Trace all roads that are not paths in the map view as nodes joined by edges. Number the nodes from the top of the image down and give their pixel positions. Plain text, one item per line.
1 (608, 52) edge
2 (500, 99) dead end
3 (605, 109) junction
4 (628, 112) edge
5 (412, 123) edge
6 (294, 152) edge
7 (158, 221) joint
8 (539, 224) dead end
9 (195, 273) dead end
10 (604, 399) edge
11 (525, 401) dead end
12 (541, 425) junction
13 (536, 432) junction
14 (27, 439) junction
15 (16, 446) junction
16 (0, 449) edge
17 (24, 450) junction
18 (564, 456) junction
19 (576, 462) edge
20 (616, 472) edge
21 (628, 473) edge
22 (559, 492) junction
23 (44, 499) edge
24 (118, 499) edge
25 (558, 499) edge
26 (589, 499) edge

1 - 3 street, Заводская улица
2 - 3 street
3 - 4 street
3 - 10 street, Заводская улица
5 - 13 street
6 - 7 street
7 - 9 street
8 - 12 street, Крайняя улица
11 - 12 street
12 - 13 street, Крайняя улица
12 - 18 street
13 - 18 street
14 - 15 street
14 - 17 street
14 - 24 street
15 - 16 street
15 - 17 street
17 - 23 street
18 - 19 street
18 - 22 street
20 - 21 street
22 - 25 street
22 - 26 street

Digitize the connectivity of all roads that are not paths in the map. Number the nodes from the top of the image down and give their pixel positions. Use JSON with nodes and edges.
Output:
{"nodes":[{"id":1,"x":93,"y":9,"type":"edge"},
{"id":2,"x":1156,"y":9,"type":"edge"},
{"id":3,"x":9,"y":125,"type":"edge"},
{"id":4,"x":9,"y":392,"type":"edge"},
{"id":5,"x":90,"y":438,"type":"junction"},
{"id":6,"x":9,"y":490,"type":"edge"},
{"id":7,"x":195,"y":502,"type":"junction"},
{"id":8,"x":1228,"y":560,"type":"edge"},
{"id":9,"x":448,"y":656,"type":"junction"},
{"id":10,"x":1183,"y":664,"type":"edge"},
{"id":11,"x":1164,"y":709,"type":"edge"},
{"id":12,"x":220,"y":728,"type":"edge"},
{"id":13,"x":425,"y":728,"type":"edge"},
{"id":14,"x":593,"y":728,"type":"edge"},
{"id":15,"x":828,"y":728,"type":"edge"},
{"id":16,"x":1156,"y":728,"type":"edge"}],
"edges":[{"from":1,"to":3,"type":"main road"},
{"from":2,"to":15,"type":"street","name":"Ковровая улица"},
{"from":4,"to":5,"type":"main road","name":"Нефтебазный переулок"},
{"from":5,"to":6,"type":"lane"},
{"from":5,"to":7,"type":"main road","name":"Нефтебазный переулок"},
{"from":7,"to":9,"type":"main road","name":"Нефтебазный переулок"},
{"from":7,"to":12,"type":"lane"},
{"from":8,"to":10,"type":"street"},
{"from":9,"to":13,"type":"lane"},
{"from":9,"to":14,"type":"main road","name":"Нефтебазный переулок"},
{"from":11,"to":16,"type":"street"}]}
☆ ☆ ☆ ☆ ☆
Work to be completed: All of the data above is to be transcribed without alteration.

Solution for this exercise:
Trace all roads that are not paths in the map view as nodes joined by edges. Number the nodes from the top of the image down and give their pixel positions. Plain text, one item per line.
1 (608, 52) edge
2 (500, 99) dead end
3 (605, 109) junction
4 (628, 112) edge
5 (412, 123) edge
6 (294, 152) edge
7 (158, 221) joint
8 (539, 224) dead end
9 (195, 273) dead end
10 (604, 399) edge
11 (525, 401) dead end
12 (541, 425) junction
13 (536, 432) junction
14 (27, 439) junction
15 (16, 446) junction
16 (0, 449) edge
17 (24, 450) junction
18 (564, 456) junction
19 (576, 462) edge
20 (616, 472) edge
21 (628, 473) edge
22 (559, 492) junction
23 (44, 499) edge
24 (118, 499) edge
25 (558, 499) edge
26 (589, 499) edge

1 - 3 street, Заводская улица
2 - 3 street
3 - 4 street
3 - 10 street, Заводская улица
5 - 13 street
6 - 7 street
7 - 9 street
8 - 12 street, Крайняя улица
11 - 12 street
12 - 13 street, Крайняя улица
12 - 18 street
13 - 18 street
14 - 15 street
14 - 17 street
14 - 24 street
15 - 16 street
15 - 17 street
17 - 23 street
18 - 19 street
18 - 22 street
20 - 21 street
22 - 25 street
22 - 26 street

Digitize the connectivity of all roads that are not paths in the map. Number the nodes from the top of the image down and give their pixel positions. Use JSON with nodes and edges.
Output:
{"nodes":[{"id":1,"x":93,"y":9,"type":"edge"},
{"id":2,"x":1156,"y":9,"type":"edge"},
{"id":3,"x":9,"y":125,"type":"edge"},
{"id":4,"x":9,"y":392,"type":"edge"},
{"id":5,"x":90,"y":438,"type":"junction"},
{"id":6,"x":9,"y":490,"type":"edge"},
{"id":7,"x":195,"y":502,"type":"junction"},
{"id":8,"x":1228,"y":560,"type":"edge"},
{"id":9,"x":448,"y":656,"type":"junction"},
{"id":10,"x":1183,"y":664,"type":"edge"},
{"id":11,"x":1164,"y":709,"type":"edge"},
{"id":12,"x":220,"y":728,"type":"edge"},
{"id":13,"x":425,"y":728,"type":"edge"},
{"id":14,"x":593,"y":728,"type":"edge"},
{"id":15,"x":828,"y":728,"type":"edge"},
{"id":16,"x":1156,"y":728,"type":"edge"}],
"edges":[{"from":1,"to":3,"type":"main road"},
{"from":2,"to":15,"type":"street","name":"Ковровая улица"},
{"from":4,"to":5,"type":"main road","name":"Нефтебазный переулок"},
{"from":5,"to":6,"type":"lane"},
{"from":5,"to":7,"type":"main road","name":"Нефтебазный переулок"},
{"from":7,"to":9,"type":"main road","name":"Нефтебазный переулок"},
{"from":7,"to":12,"type":"lane"},
{"from":8,"to":10,"type":"street"},
{"from":9,"to":13,"type":"lane"},
{"from":9,"to":14,"type":"main road","name":"Нефтебазный переулок"},
{"from":11,"to":16,"type":"street"}]}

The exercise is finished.